_What is being asked_. Your answer needs to include each line of the records in which the string "view" can be found.

_Available data_.
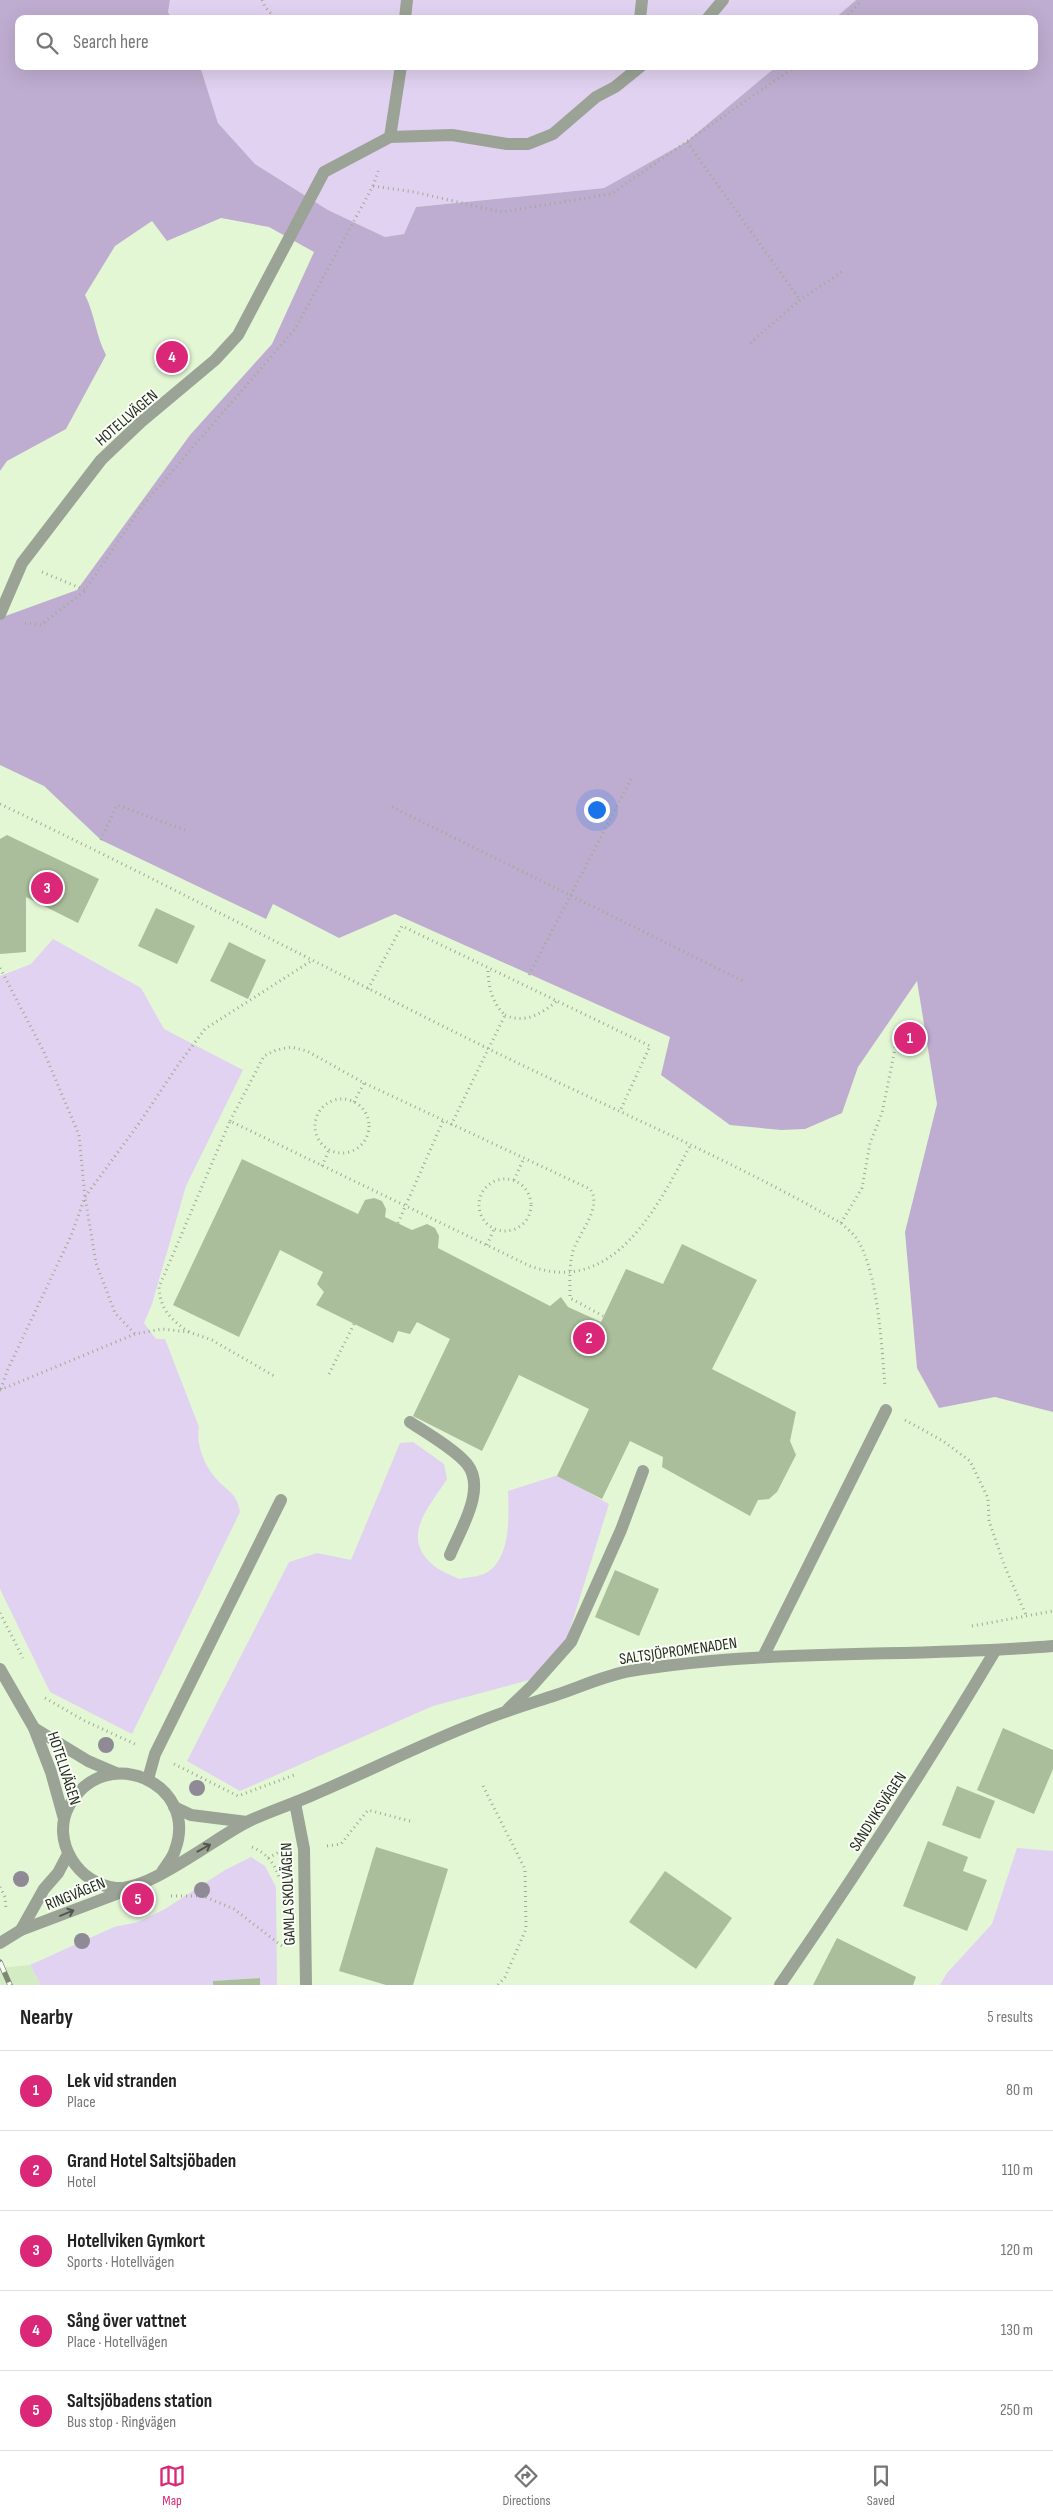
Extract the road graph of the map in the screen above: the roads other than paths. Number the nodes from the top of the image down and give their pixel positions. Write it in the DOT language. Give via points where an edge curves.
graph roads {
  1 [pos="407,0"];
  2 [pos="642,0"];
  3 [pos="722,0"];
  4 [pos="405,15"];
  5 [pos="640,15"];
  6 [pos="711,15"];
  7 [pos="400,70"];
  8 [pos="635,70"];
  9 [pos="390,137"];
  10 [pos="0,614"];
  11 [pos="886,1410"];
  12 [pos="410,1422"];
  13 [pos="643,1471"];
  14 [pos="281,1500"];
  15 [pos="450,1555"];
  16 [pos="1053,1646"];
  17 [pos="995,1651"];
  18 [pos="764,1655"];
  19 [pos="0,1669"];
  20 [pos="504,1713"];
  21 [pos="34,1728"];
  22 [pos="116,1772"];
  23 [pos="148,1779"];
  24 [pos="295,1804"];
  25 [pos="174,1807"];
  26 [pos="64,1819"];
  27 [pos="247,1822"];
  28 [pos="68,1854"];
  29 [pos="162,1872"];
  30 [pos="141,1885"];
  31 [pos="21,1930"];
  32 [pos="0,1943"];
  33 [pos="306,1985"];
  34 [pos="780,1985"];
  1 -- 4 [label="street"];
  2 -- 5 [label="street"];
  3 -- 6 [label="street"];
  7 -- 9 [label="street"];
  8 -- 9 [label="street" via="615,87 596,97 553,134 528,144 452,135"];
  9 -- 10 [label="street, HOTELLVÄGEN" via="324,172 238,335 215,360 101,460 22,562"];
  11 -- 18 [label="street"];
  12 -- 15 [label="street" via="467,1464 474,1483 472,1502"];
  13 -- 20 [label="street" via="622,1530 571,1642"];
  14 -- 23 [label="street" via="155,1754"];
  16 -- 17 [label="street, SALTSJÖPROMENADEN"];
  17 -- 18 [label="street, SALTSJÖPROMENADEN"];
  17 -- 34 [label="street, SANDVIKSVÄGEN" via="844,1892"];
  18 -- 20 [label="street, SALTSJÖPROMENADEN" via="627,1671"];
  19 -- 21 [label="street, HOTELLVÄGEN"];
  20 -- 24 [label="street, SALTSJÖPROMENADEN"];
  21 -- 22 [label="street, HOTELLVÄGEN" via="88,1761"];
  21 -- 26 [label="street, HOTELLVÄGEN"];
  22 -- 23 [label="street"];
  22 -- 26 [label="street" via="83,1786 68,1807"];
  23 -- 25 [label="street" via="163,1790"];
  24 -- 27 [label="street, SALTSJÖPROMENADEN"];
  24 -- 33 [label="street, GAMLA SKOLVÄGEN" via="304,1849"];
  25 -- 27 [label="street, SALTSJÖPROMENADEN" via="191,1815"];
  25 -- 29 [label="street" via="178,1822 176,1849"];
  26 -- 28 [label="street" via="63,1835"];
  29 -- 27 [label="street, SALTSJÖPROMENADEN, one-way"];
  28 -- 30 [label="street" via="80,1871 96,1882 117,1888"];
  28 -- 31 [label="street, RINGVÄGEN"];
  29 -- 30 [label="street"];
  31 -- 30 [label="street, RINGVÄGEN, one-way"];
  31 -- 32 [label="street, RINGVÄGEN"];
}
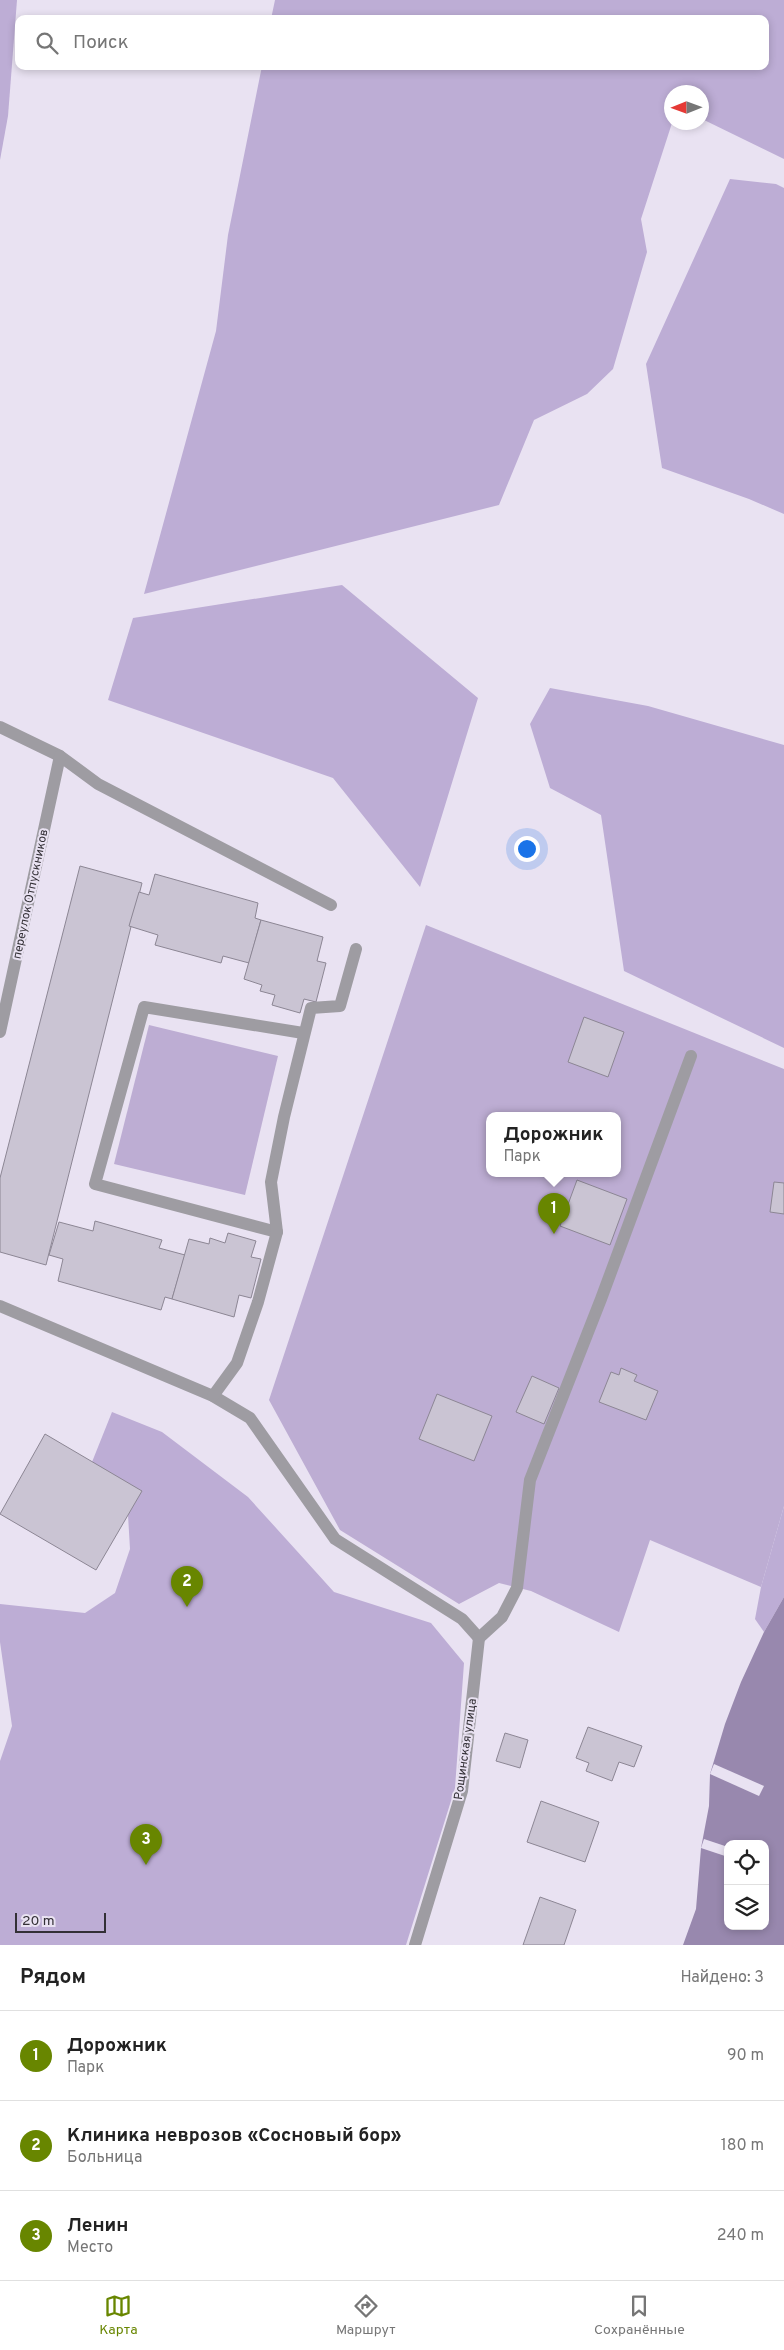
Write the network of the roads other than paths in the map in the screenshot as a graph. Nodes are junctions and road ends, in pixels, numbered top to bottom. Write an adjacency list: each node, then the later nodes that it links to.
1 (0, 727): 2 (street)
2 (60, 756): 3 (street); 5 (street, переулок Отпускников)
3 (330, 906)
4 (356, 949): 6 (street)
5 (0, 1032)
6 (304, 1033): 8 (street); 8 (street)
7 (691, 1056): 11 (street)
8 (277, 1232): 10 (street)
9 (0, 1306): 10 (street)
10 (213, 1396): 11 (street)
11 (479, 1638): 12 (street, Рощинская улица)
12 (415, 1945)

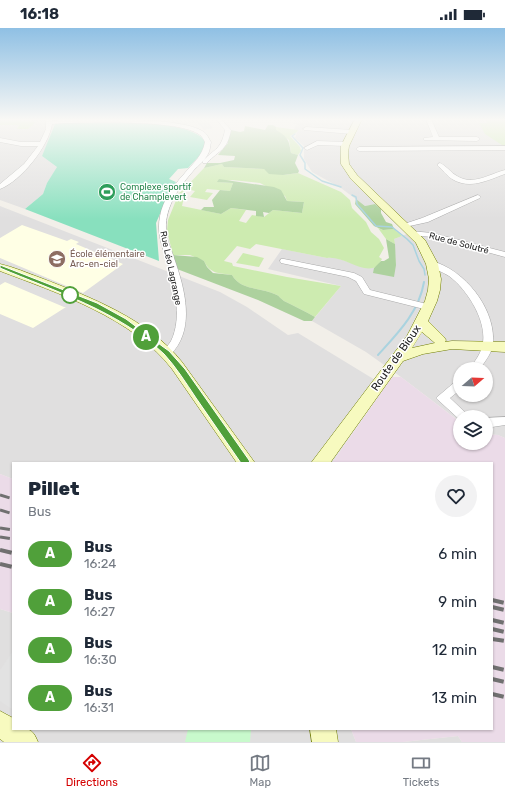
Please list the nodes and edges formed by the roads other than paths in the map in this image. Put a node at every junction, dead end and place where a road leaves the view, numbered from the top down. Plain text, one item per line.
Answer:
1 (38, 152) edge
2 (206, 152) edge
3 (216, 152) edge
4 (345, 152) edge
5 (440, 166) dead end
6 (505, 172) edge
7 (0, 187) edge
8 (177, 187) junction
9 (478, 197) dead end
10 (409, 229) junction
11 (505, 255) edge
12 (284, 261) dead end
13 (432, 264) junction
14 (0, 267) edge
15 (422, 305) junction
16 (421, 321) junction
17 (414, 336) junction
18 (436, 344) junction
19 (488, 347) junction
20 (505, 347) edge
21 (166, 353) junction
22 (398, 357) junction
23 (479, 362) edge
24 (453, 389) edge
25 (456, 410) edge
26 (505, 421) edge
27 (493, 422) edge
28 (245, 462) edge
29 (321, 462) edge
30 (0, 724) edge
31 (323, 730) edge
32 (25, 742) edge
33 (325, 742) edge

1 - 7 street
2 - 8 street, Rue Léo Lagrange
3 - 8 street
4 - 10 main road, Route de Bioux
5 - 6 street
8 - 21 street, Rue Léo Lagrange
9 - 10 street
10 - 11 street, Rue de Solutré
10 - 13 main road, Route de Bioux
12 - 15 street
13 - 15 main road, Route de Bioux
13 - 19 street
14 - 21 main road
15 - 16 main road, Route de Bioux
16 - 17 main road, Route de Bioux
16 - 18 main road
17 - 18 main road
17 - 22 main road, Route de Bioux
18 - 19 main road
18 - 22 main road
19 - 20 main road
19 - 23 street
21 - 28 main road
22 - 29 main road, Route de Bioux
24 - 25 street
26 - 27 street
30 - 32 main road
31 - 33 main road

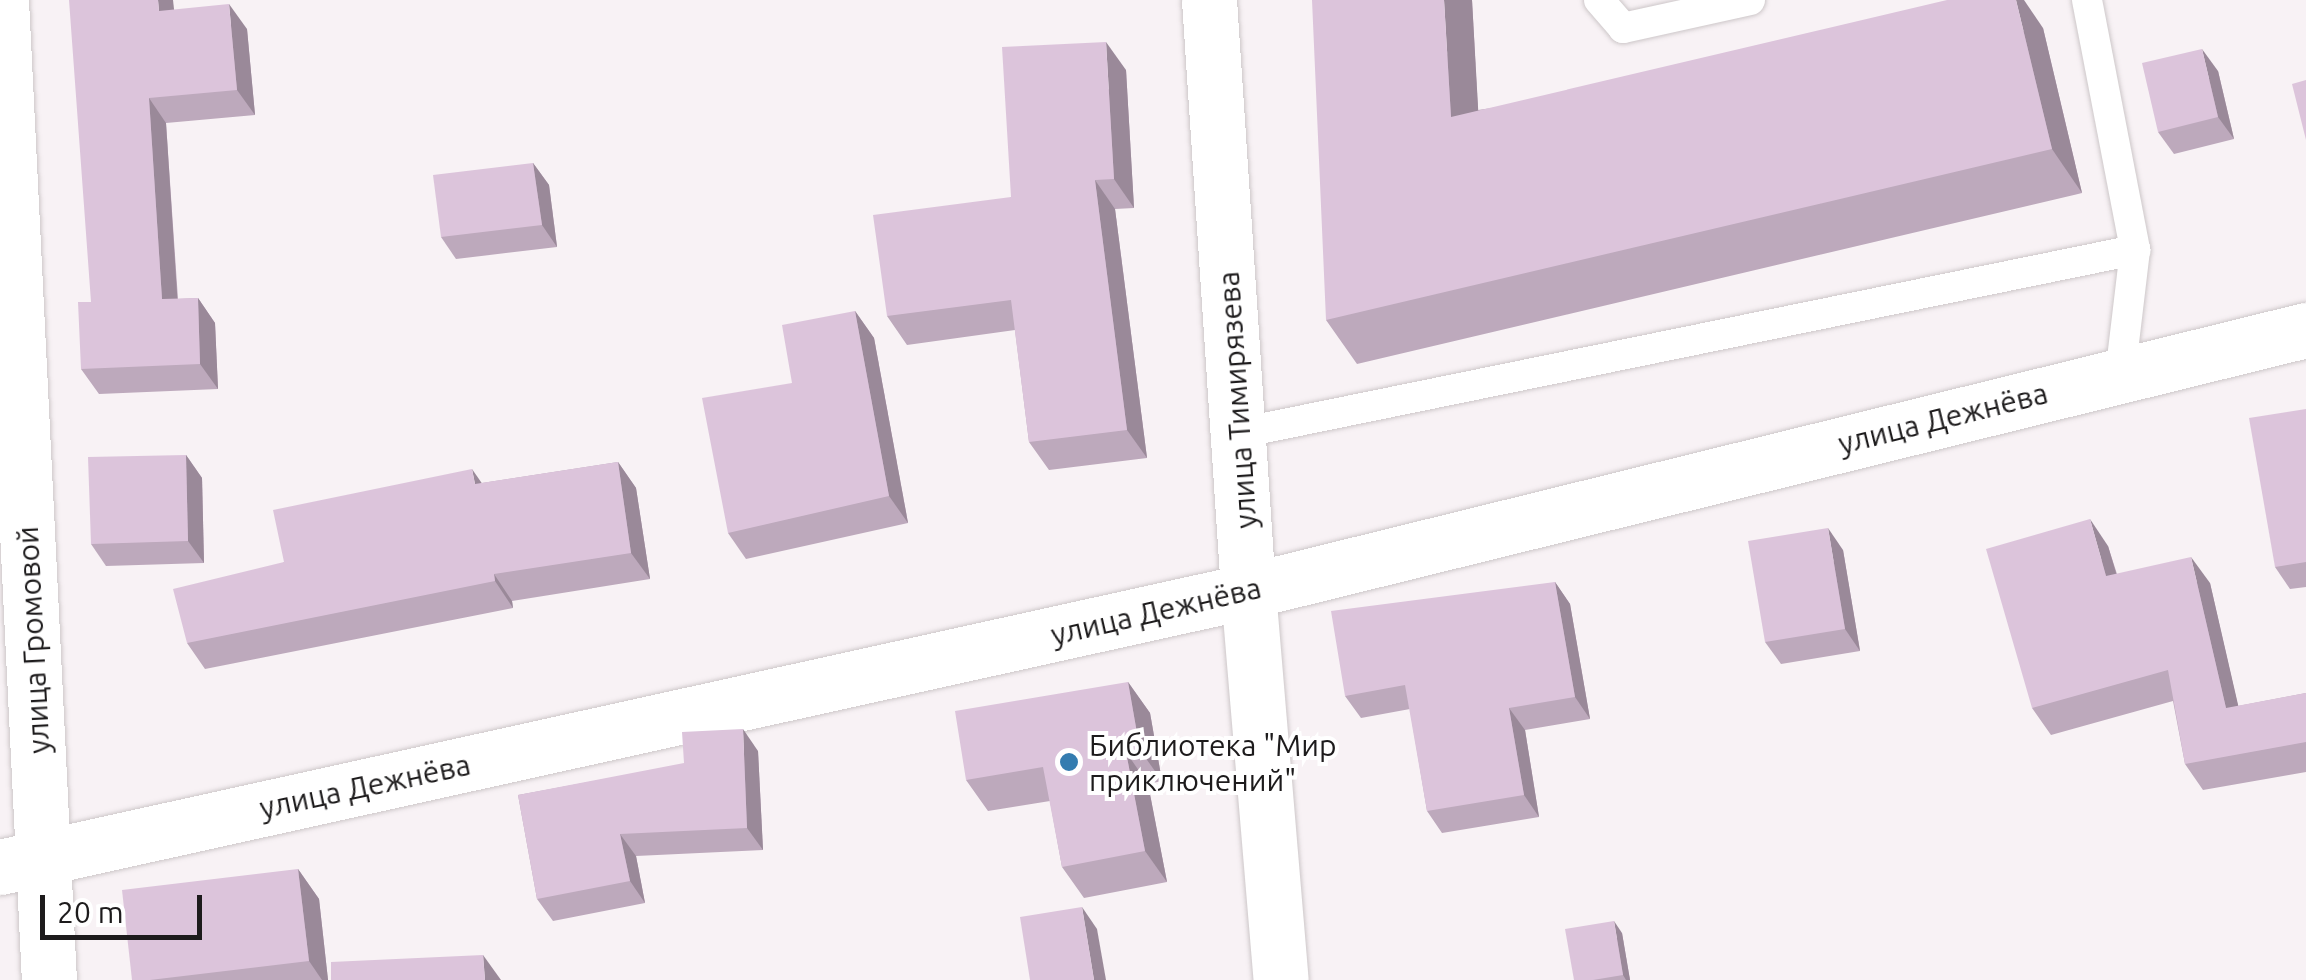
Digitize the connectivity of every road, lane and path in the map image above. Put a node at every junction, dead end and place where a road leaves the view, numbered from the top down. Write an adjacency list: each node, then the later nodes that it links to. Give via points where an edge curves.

_Task answer_.
Please list the nodes and edges formed by the roads other than paths in the map in this image. Put a node at every junction, dead end and place where a road leaves the view, numbered from the top down. Plain text, one item per line.
Digitize the connectivity of every road, lane and path in the map image above. Put a node at every junction, dead end and place where a road leaves the view, numbered from the top down. Write an adjacency list: each node, then the later nodes that it links to. Give via points where an edge curves.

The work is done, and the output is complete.